◆ EXERCISE GOAL ◆
Starting with the line containing "middle pip: (828, 721)" and going on through the line containing "pinky mcp: (1092, 842)", return the lines of the data below exactly, and only those.

◆ EXERCISE INPUT ◆
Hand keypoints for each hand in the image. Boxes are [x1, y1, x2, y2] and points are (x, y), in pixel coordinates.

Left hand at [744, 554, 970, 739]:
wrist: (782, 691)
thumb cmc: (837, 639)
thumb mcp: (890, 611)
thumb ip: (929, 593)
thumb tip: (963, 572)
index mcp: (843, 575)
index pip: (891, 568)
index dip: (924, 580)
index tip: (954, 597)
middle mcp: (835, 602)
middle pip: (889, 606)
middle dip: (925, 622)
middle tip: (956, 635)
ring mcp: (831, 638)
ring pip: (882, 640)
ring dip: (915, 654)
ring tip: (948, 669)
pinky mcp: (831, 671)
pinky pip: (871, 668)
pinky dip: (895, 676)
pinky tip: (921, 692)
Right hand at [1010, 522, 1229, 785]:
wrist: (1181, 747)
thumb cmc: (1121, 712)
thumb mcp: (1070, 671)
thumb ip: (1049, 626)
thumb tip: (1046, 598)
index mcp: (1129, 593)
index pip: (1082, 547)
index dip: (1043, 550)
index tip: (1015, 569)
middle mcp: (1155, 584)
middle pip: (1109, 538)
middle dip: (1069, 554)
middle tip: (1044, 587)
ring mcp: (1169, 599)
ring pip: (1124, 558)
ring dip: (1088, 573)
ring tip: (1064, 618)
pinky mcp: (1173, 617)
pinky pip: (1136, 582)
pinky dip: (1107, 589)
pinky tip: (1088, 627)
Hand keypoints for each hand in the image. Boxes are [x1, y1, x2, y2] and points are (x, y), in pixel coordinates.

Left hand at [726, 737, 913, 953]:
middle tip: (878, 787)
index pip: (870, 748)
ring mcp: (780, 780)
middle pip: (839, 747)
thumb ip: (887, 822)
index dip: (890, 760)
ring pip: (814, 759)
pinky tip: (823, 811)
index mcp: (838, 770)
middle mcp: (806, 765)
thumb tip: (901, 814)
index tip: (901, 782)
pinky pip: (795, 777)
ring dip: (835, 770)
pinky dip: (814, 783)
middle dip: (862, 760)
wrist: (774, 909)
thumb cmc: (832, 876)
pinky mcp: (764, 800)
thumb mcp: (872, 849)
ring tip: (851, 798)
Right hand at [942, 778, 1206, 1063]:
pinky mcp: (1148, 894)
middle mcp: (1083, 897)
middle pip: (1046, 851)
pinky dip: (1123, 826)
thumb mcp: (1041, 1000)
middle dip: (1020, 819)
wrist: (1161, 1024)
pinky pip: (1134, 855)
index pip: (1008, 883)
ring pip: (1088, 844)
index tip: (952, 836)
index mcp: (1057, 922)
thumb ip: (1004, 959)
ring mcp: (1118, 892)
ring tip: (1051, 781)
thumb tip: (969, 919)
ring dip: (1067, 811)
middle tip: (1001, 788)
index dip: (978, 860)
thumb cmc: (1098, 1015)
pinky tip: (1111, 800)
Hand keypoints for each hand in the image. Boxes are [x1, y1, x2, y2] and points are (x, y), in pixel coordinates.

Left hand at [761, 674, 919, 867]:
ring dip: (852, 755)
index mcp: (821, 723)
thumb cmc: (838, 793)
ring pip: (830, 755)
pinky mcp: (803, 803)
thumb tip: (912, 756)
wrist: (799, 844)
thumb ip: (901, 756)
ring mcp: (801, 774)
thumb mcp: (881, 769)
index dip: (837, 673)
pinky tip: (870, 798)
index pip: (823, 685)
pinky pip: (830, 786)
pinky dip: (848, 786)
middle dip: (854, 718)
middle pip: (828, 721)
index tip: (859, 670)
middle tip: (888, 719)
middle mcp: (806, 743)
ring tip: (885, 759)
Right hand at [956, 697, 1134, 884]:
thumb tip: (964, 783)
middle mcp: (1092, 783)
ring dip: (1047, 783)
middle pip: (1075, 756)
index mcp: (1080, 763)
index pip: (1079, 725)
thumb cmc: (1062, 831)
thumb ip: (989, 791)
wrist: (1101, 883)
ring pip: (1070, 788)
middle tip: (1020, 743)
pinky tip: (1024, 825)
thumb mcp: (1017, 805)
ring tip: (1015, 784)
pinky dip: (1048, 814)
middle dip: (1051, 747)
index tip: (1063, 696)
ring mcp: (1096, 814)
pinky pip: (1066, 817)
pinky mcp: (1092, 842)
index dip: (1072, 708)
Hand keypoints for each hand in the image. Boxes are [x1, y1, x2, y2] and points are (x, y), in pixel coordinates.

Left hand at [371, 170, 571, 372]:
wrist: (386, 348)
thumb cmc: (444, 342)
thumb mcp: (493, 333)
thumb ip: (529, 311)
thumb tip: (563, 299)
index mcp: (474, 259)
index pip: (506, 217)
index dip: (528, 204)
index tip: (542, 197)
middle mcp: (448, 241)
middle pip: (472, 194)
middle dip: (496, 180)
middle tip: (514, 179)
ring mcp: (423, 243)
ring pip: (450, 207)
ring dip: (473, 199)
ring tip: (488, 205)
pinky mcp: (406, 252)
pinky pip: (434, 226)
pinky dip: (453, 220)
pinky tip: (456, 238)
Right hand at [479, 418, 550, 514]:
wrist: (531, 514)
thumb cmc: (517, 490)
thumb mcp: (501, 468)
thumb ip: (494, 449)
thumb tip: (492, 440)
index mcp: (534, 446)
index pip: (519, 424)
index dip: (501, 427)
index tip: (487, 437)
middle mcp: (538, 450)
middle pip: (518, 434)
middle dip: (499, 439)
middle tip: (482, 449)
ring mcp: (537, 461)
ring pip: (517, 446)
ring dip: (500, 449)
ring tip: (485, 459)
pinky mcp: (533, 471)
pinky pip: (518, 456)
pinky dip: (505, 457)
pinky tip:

◆ EXPECTED OUTPUT ◆
middle pip: (828, 721)
index tip: (859, 670)
middle tip: (888, 719)
middle mcp: (806, 743)
ring tip: (885, 759)
Right hand at [956, 697, 1134, 884]:
thumb tip: (964, 783)
middle mcp: (1092, 783)
ring dip: (1047, 783)
middle pip: (1075, 756)
index mcp: (1080, 763)
index pip: (1079, 725)
thumb cmc: (1062, 831)
thumb ip: (989, 791)
wrist: (1101, 883)
ring pip: (1070, 788)
middle tip: (1020, 743)
pinky tip: (1024, 825)
thumb mcp: (1017, 805)
ring tip: (1015, 784)
pinky dip: (1048, 814)
middle dip: (1051, 747)
index tip: (1063, 696)
ring mcp: (1096, 814)
pinky pip: (1066, 817)
pinky mcp: (1092, 842)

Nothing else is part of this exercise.